I have actual proof to say that one of the things that people are most interested and intrigued with is death. Since I began this weekly blog in 2009, I have written about three blogs that deal specifically with the topic of death and dying. The visits to each blog is tracked by a blog counter, and it shows undeniable proof that these three blogs have garnered the most visits. It’s in the thousands. The one on suicide is a chart-topper. Death is something that so many of us want to know more about, are fascinated about, or are just very afraid to face. Either that, or it’s a combination of all three.
Could there be a difference in the way that people have faced sickness and death from times past, as compared to the way that we deal with them now? I am currently reading an insightful book on “Sin, Death and the Devil”, a book written by Carl Braaten and Robert Jenson. In the chapter ‘Sinsick’, by contributor Stanley Hauerwas, he astutely posits that most people, even those who are religious, seem to betray the hidden fact that deep inside of us, a lot of us are atheists.
Asking people how they want to die, he says, can prove this. Almost all of the people he asked said that they want to die quickly, painlessly, in their sleep, and without being a burden. And what was even more insightful was that he said that we do not want to be a burden because we can no longer trust our children. He says, “we want to die quickly, painlessly, and in our sleep because when we die, we do not want to know we are dying”.

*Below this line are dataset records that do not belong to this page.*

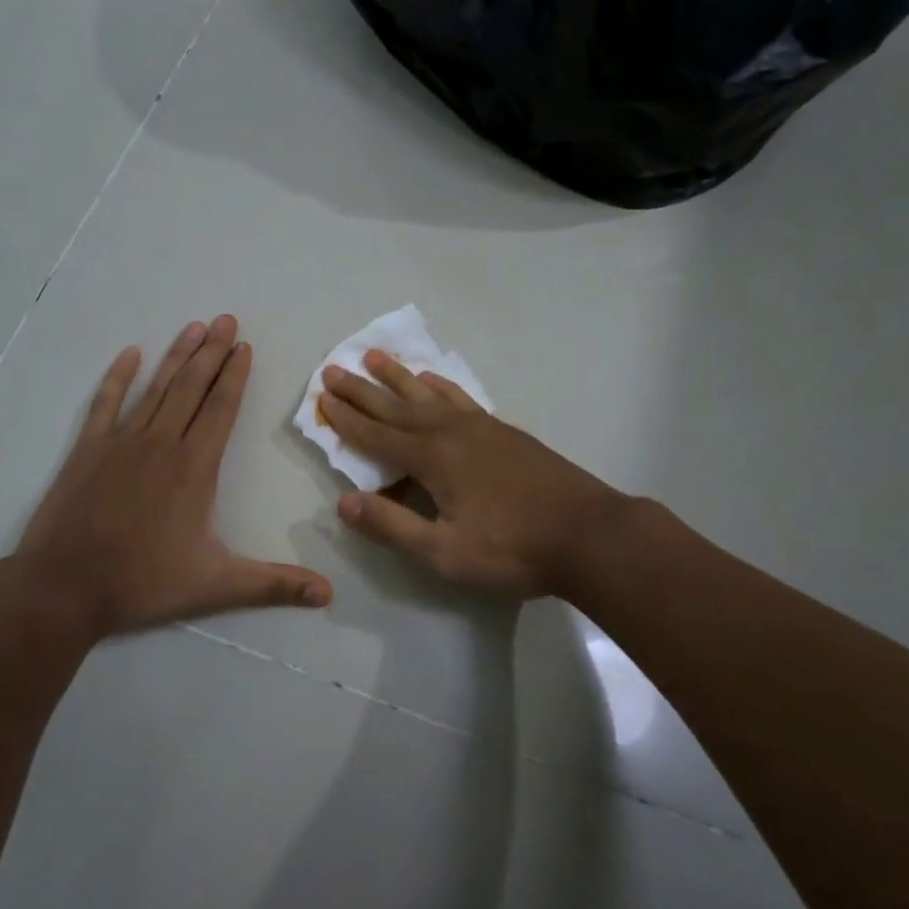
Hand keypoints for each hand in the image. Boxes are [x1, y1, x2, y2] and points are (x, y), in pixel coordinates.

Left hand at [13, 316, 333, 638]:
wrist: (63, 589)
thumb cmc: (143, 582)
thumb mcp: (217, 587)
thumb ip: (274, 585)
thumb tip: (329, 594)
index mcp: (194, 468)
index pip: (221, 409)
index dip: (235, 376)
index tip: (244, 346)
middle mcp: (161, 443)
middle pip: (192, 388)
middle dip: (212, 352)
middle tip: (226, 319)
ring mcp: (121, 443)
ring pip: (156, 388)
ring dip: (177, 356)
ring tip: (195, 326)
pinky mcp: (88, 450)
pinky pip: (106, 403)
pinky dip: (118, 377)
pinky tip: (130, 353)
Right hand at [319, 350, 627, 598]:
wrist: (587, 533)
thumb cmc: (512, 549)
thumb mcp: (445, 552)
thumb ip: (393, 526)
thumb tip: (344, 504)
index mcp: (433, 459)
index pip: (377, 436)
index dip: (346, 419)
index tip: (322, 399)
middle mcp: (451, 432)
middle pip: (396, 406)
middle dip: (361, 390)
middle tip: (332, 369)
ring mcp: (480, 427)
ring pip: (427, 393)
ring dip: (397, 377)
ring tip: (373, 356)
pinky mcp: (503, 431)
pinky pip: (460, 397)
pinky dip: (439, 385)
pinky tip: (433, 381)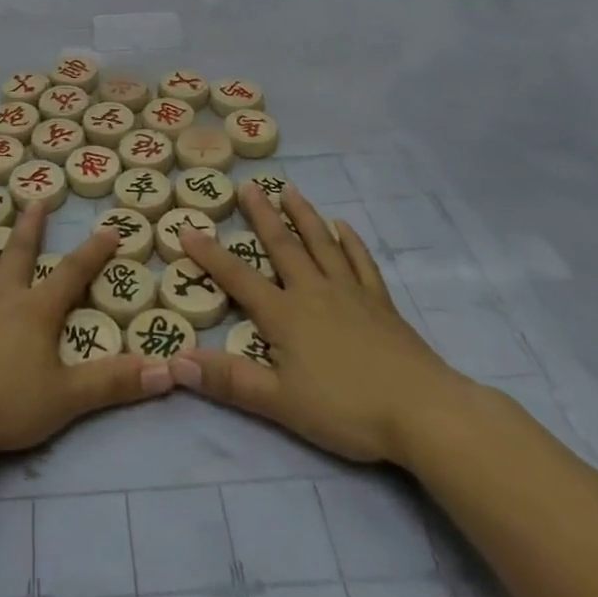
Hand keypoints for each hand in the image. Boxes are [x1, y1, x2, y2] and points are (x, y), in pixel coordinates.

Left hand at [0, 201, 174, 461]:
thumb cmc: (7, 404)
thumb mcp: (68, 398)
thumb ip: (114, 383)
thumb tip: (167, 371)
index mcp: (36, 310)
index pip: (72, 273)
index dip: (94, 252)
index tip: (110, 230)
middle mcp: (2, 294)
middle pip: (18, 251)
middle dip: (30, 225)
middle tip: (34, 199)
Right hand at [174, 182, 474, 466]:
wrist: (422, 411)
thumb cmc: (345, 408)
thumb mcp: (279, 402)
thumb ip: (229, 380)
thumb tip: (175, 362)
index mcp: (284, 314)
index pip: (237, 277)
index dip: (209, 254)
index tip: (187, 227)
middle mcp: (313, 291)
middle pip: (282, 246)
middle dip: (262, 216)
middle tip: (249, 186)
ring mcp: (350, 293)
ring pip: (321, 244)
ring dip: (303, 216)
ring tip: (289, 190)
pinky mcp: (380, 303)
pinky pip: (361, 262)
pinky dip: (350, 242)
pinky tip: (343, 227)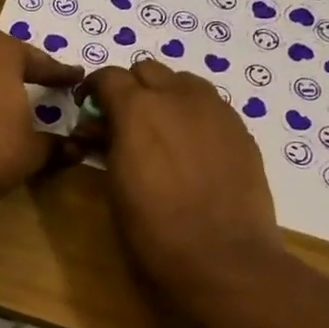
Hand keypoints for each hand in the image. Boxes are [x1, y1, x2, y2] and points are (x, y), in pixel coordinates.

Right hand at [79, 60, 282, 301]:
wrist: (222, 258)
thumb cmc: (153, 231)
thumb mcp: (114, 184)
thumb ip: (106, 144)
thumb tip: (99, 128)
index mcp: (137, 109)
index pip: (108, 76)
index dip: (93, 89)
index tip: (87, 109)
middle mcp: (178, 97)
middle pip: (148, 70)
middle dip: (130, 88)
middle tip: (121, 120)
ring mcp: (216, 110)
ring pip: (184, 81)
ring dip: (165, 95)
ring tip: (159, 130)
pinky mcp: (241, 130)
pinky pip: (211, 105)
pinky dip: (193, 114)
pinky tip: (191, 148)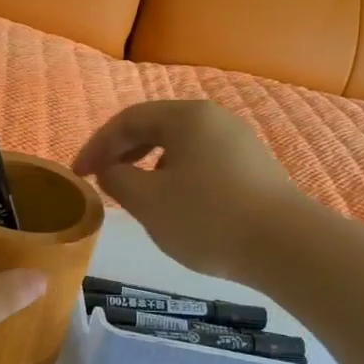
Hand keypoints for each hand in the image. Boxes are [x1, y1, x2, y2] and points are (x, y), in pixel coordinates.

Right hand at [72, 100, 302, 280]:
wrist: (286, 247)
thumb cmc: (207, 218)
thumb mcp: (148, 202)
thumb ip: (118, 180)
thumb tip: (110, 171)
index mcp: (186, 117)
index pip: (127, 119)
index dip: (96, 146)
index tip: (78, 174)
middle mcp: (214, 119)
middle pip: (155, 127)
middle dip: (122, 152)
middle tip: (101, 179)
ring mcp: (238, 142)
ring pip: (179, 145)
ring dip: (148, 164)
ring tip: (134, 193)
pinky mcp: (253, 167)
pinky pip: (201, 161)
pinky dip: (175, 175)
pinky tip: (173, 203)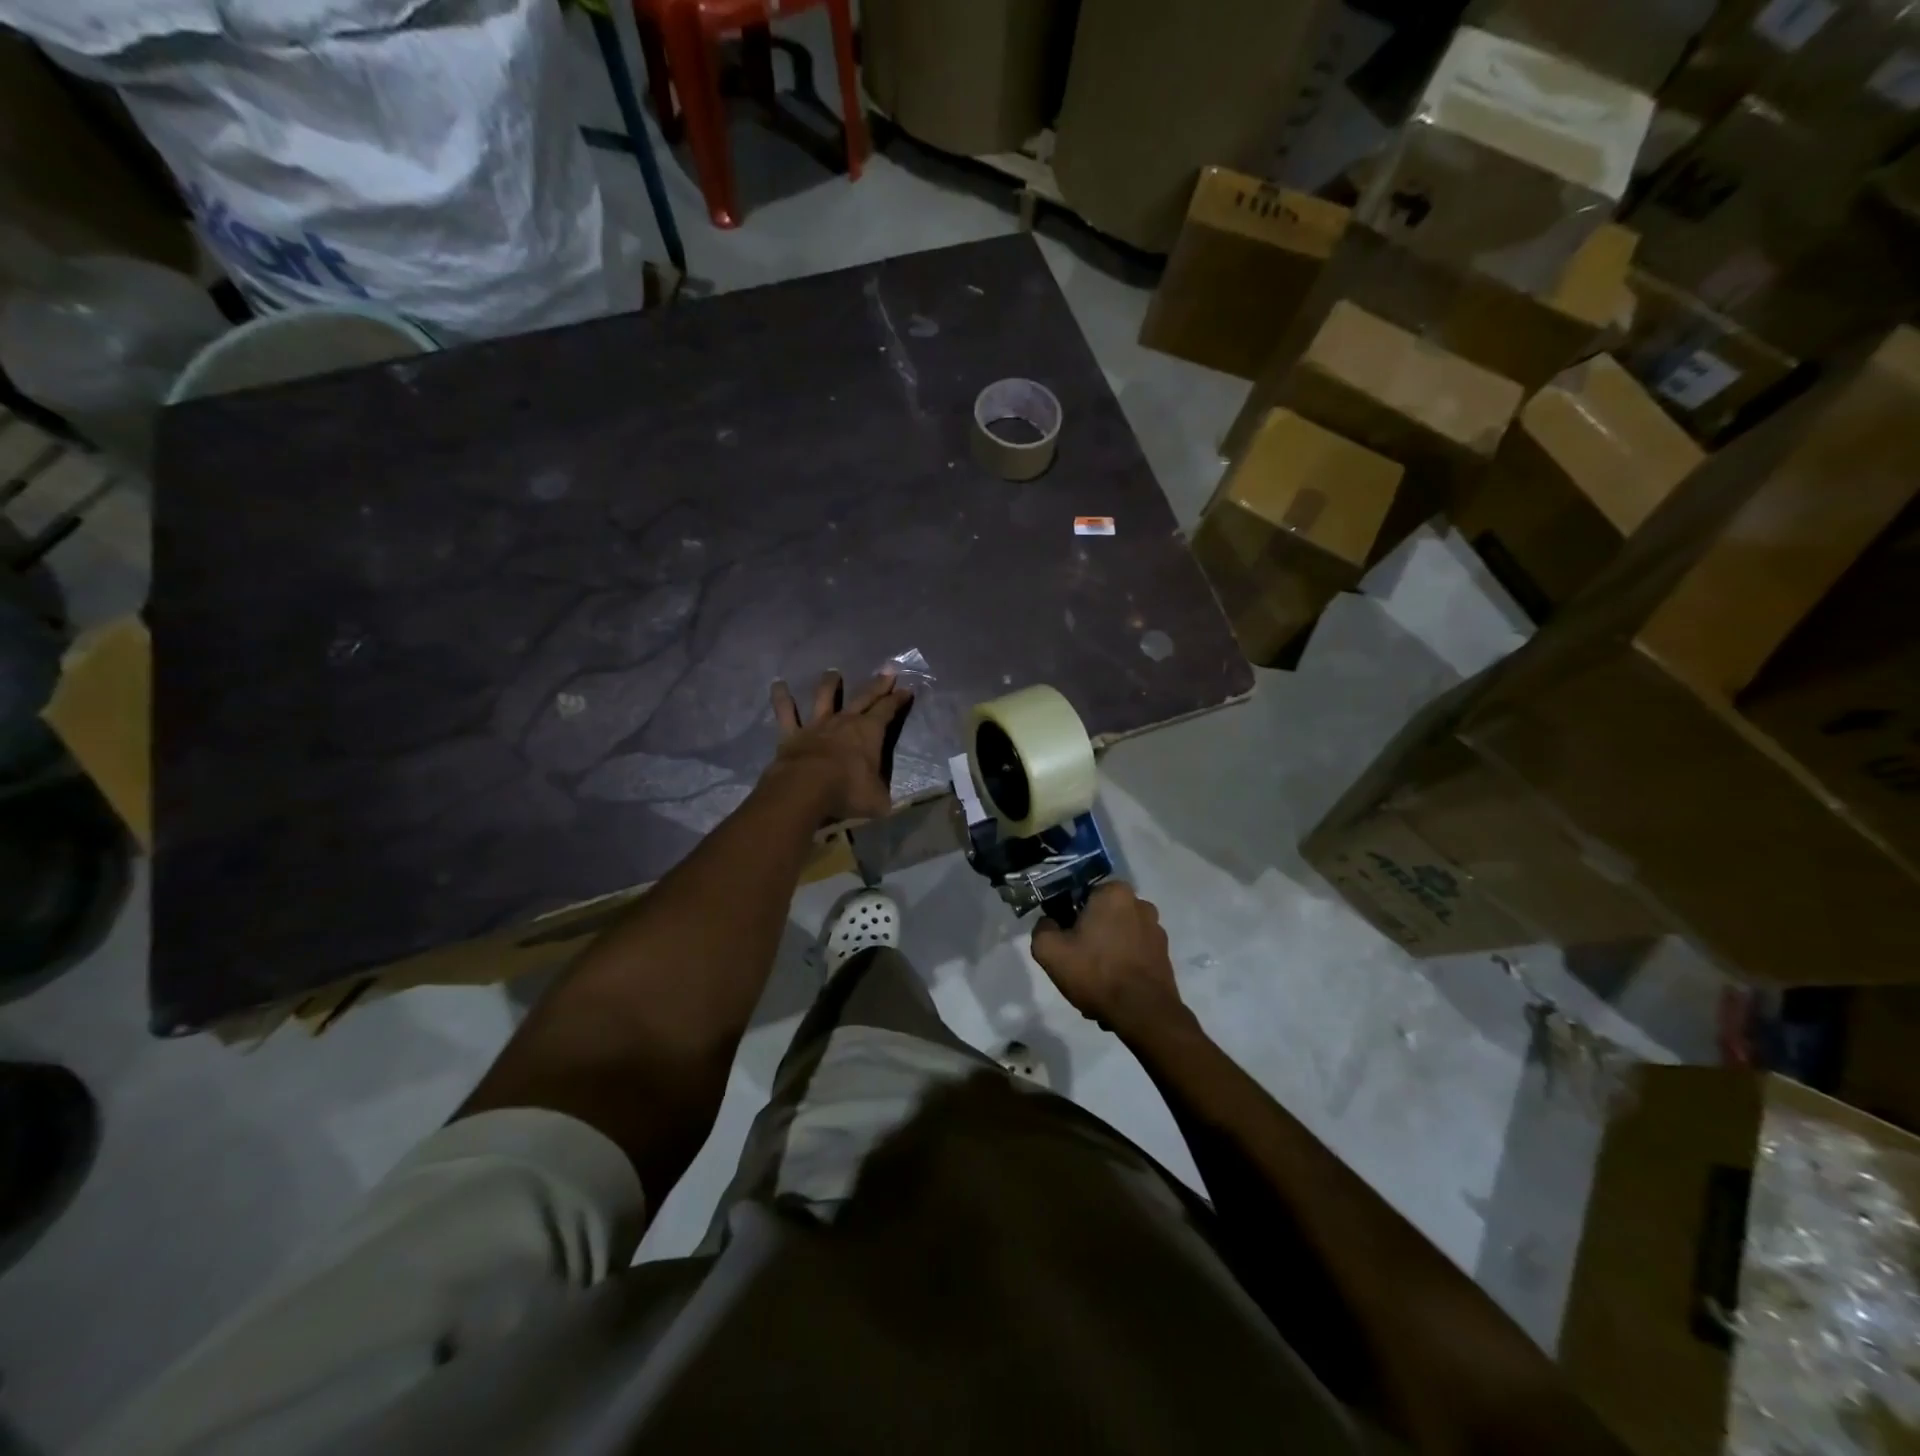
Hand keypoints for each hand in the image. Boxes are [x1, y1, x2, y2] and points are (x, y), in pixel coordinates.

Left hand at [766, 669, 912, 822]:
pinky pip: (785, 712)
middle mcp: (845, 721)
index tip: (907, 689)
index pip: (888, 710)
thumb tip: (886, 801)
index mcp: (870, 732)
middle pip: (864, 697)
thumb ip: (882, 795)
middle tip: (888, 669)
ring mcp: (817, 725)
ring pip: (824, 696)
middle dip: (878, 683)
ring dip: (830, 683)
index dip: (898, 700)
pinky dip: (781, 698)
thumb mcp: (877, 800)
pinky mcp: (792, 733)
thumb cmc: (847, 792)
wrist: (805, 790)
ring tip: (833, 672)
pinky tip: (777, 685)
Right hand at [1030, 882, 1187, 1038]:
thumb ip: (1042, 928)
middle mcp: (1140, 904)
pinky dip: (1124, 964)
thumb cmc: (1096, 973)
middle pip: (1102, 915)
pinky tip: (1114, 988)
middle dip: (1090, 934)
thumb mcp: (1049, 950)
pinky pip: (1135, 952)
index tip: (1064, 939)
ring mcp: (1156, 929)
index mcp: (1114, 893)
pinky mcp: (1164, 953)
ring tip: (1097, 981)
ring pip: (1119, 934)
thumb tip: (1050, 923)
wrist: (1143, 1013)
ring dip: (1107, 950)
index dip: (1069, 916)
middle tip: (1078, 961)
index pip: (1082, 895)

And there I think, Hauerwas has struck gold. In my own conversations about death and dying with practicing, believing Catholics, this was the same kind of response that I got. But I hadn’t made that connection with atheism in the rather bold way that Hauerwas does. All of them seem to want to die almost invisibly. Most of them want a sudden death. But contrast this to a not too distant past, and we will realize that a sudden death was one of the most feared thing for our ancestors. They prayed to St Joseph incessantly that they would die a happy death, which does not mean an instant, sudden and painless death. Our elders would fear a sudden death because it meant that they would die without having had the chance of a reconciliation with their fellow man, neighbours, the church, and with God. With the way that so many want to suddenly die, it’s either most of us are living such upright and just lives already, making us so ready to meet God the way we are, or we no longer fear the judgment of God. I would love to think it’s the former, but alas, I really think it’s the latter.

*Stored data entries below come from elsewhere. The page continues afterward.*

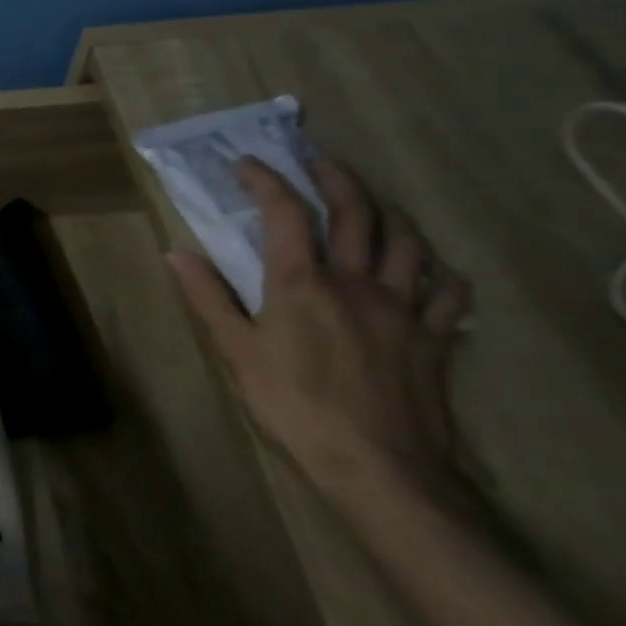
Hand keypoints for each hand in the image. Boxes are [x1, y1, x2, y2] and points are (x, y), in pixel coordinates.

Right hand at [167, 157, 471, 498]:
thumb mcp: (235, 351)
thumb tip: (175, 253)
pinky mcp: (435, 337)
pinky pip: (450, 291)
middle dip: (336, 177)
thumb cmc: (292, 405)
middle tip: (318, 160)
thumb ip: (209, 298)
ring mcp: (404, 307)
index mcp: (302, 282)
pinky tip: (430, 267)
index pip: (286, 213)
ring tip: (372, 202)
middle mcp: (357, 282)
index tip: (248, 162)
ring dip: (389, 211)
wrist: (376, 465)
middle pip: (357, 212)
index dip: (267, 180)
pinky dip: (440, 269)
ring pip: (409, 241)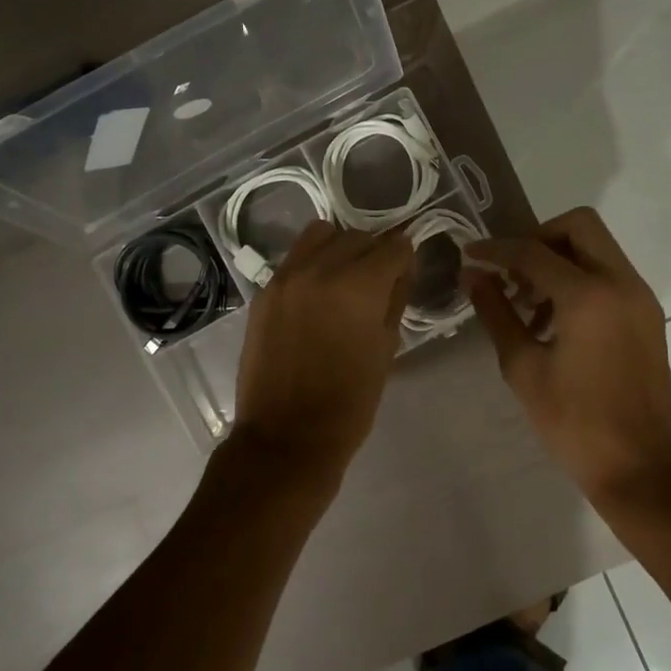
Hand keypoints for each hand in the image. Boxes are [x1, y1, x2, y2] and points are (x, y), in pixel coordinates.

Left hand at [227, 221, 412, 499]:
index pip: (393, 247)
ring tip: (346, 277)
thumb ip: (396, 299)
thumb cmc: (349, 402)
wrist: (286, 436)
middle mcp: (320, 269)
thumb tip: (401, 269)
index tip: (406, 273)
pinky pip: (295, 258)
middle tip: (380, 280)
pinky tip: (318, 291)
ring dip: (341, 247)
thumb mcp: (387, 349)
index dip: (406, 258)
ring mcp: (286, 277)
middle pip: (358, 236)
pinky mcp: (264, 291)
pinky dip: (313, 262)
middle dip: (376, 251)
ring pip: (321, 235)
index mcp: (358, 287)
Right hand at [468, 207, 670, 499]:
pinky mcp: (647, 315)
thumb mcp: (524, 368)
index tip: (469, 255)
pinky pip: (609, 273)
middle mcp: (621, 283)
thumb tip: (473, 276)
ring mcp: (640, 298)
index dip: (495, 250)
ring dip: (558, 259)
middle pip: (578, 226)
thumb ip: (497, 314)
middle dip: (537, 239)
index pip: (533, 252)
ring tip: (526, 304)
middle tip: (510, 273)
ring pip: (596, 247)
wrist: (644, 468)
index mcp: (588, 296)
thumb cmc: (576, 423)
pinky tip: (552, 320)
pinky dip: (579, 278)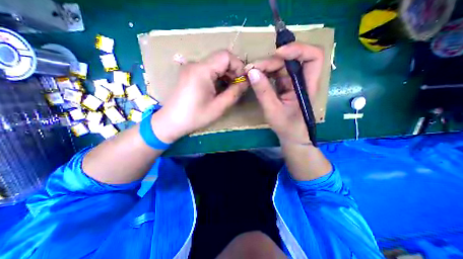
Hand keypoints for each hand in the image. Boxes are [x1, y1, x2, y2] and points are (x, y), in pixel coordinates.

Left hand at [153, 49, 247, 142]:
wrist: (171, 122)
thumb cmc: (195, 116)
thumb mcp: (219, 107)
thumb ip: (234, 92)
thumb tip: (245, 82)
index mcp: (202, 70)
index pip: (226, 56)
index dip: (238, 66)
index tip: (242, 81)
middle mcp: (196, 64)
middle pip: (221, 59)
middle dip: (233, 71)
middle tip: (237, 87)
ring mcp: (191, 68)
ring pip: (215, 64)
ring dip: (226, 75)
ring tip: (229, 89)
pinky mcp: (190, 74)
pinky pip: (208, 70)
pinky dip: (217, 77)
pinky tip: (219, 89)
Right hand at [243, 41, 322, 143]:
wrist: (291, 135)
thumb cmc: (287, 126)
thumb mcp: (273, 110)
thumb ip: (263, 92)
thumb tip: (251, 72)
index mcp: (306, 86)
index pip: (313, 57)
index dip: (298, 50)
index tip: (278, 54)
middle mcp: (301, 80)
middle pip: (290, 60)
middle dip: (270, 61)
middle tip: (251, 68)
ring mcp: (292, 82)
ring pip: (281, 66)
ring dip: (265, 66)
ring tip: (250, 72)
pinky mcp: (285, 86)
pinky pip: (275, 74)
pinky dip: (265, 73)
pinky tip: (255, 77)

When we really know who we are in the sight of who God is, we will never ever want a sudden death, and to die without trusted friends and family around. We have been trained almost in a bad way, that it is wrong to burden our family and friends in any way, and this has led to so many people keeping silent about their cancer prognosis from their loved ones, when often, it is really the community that makes the transition from this life to the next a smooth one. The Christian sense of charity becomes much heightened when we are given the golden opportunity to bring someone to the threshold of life.
Why has the world become the way it is? I think any of you reading this can come up with a whole host of reasons why we have degenerated into being so ensconced with our selves, our egos and our individualism. Some may even quote (albeit wrongly) that we come into the world alone, and we leave alone, so why bother the community? When we put the phrase “bother” and “community” in the same sentence, we show a terribly twisted and warped understanding of what true community is.
But a hidden truth (albeit an irony) is that after one dies, there seems to be a silent hope that there will be a large turnout at the wakes and funeral services and Masses for the deceased. There is a silent knowing that one needs the prayers of the community at this ‘border situation’ in life, but just cannot bare to ask them to stay around when one is really at the borders of life itself. Some even go through all sorts of troubles to lay great plans as to how one must be dressed and made-up in the casket, the ‘theme’ of the flowers, and of course, that ubiquitous framed photo at the foot of the casket which has to somehow make one look at least ten years younger than one really is. At funeral wakes, I sometimes wonder if a wrong photograph had been on display, or that the ‘make-over’ was more a case of being ‘over-made’. But what is far more important and pressing at such poignant moments is actually the community’s praying and faithful presence help one to be present before God.
In truth, the Catholic sense of life and death are really not separated that much. We see so much connection between the two that we are constantly either remembering the dead in our liturgy, or praying that we die to ourselves and to sinfulness. Because the liturgy is the community at prayer, we are really entrusting our well-being with the community, though we may not be aware of it.
Indeed, Hauerwas has a point. We need to really begin to trust our children more if we are to change the way we look at death (and life). Had there been more active hand-holding in life, we would be more willing to be handed over to life at death. Those of us who truly trust our children and our community enough, will never hope to die in secret. Just as it takes a village to raise a child, the church also believes strongly that it takes a village to bring one to God.